#### Task requirements
Could you return the listing below exactly, with every line intact?

#### Provided data
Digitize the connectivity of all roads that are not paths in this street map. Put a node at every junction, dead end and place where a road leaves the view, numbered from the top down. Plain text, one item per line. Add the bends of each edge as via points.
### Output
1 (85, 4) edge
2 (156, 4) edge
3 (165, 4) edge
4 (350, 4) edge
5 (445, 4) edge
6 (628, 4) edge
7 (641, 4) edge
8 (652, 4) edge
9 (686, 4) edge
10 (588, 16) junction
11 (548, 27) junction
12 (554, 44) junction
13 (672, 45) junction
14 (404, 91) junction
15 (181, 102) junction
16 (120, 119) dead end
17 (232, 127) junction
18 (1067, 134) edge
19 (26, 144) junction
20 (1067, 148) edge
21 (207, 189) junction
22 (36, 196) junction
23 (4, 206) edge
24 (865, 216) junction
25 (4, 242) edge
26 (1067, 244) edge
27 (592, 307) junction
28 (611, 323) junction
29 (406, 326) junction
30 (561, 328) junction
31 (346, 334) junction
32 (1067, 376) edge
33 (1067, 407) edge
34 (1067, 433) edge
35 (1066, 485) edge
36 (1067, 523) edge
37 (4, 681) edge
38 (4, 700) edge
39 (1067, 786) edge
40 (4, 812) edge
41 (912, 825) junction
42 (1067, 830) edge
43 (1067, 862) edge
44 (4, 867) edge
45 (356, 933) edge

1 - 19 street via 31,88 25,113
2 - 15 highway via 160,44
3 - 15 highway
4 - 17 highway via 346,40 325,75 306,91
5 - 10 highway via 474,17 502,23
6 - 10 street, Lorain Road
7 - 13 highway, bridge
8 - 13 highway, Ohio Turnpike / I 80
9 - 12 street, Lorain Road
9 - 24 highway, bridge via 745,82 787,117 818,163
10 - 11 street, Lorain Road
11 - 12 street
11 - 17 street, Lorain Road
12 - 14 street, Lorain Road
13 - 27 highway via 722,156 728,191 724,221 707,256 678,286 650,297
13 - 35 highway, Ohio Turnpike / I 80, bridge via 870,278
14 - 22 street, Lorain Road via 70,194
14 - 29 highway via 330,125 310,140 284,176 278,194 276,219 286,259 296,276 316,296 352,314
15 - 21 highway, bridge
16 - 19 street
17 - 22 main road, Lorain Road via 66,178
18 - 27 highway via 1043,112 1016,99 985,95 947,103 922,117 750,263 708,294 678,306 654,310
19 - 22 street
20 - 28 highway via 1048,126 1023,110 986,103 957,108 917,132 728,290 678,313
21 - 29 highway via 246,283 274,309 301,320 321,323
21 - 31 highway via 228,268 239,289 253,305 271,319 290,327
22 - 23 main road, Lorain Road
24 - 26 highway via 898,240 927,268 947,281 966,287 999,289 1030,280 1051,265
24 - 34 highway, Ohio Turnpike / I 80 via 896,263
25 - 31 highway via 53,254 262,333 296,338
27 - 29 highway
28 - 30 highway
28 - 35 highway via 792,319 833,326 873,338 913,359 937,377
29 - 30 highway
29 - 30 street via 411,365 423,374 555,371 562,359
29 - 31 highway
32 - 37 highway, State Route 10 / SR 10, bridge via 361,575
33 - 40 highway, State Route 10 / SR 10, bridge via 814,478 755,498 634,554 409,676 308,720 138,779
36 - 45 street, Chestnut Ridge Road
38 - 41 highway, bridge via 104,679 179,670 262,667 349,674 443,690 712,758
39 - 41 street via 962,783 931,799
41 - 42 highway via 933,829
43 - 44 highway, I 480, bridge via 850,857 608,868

#### Output below
Digitize the connectivity of all roads that are not paths in this street map. Put a node at every junction, dead end and place where a road leaves the view, numbered from the top down. Plain text, one item per line. Add the bends of each edge as via points.
### Output
1 (85, 4) edge
2 (156, 4) edge
3 (165, 4) edge
4 (350, 4) edge
5 (445, 4) edge
6 (628, 4) edge
7 (641, 4) edge
8 (652, 4) edge
9 (686, 4) edge
10 (588, 16) junction
11 (548, 27) junction
12 (554, 44) junction
13 (672, 45) junction
14 (404, 91) junction
15 (181, 102) junction
16 (120, 119) dead end
17 (232, 127) junction
18 (1067, 134) edge
19 (26, 144) junction
20 (1067, 148) edge
21 (207, 189) junction
22 (36, 196) junction
23 (4, 206) edge
24 (865, 216) junction
25 (4, 242) edge
26 (1067, 244) edge
27 (592, 307) junction
28 (611, 323) junction
29 (406, 326) junction
30 (561, 328) junction
31 (346, 334) junction
32 (1067, 376) edge
33 (1067, 407) edge
34 (1067, 433) edge
35 (1066, 485) edge
36 (1067, 523) edge
37 (4, 681) edge
38 (4, 700) edge
39 (1067, 786) edge
40 (4, 812) edge
41 (912, 825) junction
42 (1067, 830) edge
43 (1067, 862) edge
44 (4, 867) edge
45 (356, 933) edge

1 - 19 street via 31,88 25,113
2 - 15 highway via 160,44
3 - 15 highway
4 - 17 highway via 346,40 325,75 306,91
5 - 10 highway via 474,17 502,23
6 - 10 street, Lorain Road
7 - 13 highway, bridge
8 - 13 highway, Ohio Turnpike / I 80
9 - 12 street, Lorain Road
9 - 24 highway, bridge via 745,82 787,117 818,163
10 - 11 street, Lorain Road
11 - 12 street
11 - 17 street, Lorain Road
12 - 14 street, Lorain Road
13 - 27 highway via 722,156 728,191 724,221 707,256 678,286 650,297
13 - 35 highway, Ohio Turnpike / I 80, bridge via 870,278
14 - 22 street, Lorain Road via 70,194
14 - 29 highway via 330,125 310,140 284,176 278,194 276,219 286,259 296,276 316,296 352,314
15 - 21 highway, bridge
16 - 19 street
17 - 22 main road, Lorain Road via 66,178
18 - 27 highway via 1043,112 1016,99 985,95 947,103 922,117 750,263 708,294 678,306 654,310
19 - 22 street
20 - 28 highway via 1048,126 1023,110 986,103 957,108 917,132 728,290 678,313
21 - 29 highway via 246,283 274,309 301,320 321,323
21 - 31 highway via 228,268 239,289 253,305 271,319 290,327
22 - 23 main road, Lorain Road
24 - 26 highway via 898,240 927,268 947,281 966,287 999,289 1030,280 1051,265
24 - 34 highway, Ohio Turnpike / I 80 via 896,263
25 - 31 highway via 53,254 262,333 296,338
27 - 29 highway
28 - 30 highway
28 - 35 highway via 792,319 833,326 873,338 913,359 937,377
29 - 30 highway
29 - 30 street via 411,365 423,374 555,371 562,359
29 - 31 highway
32 - 37 highway, State Route 10 / SR 10, bridge via 361,575
33 - 40 highway, State Route 10 / SR 10, bridge via 814,478 755,498 634,554 409,676 308,720 138,779
36 - 45 street, Chestnut Ridge Road
38 - 41 highway, bridge via 104,679 179,670 262,667 349,674 443,690 712,758
39 - 41 street via 962,783 931,799
41 - 42 highway via 933,829
43 - 44 highway, I 480, bridge via 850,857 608,868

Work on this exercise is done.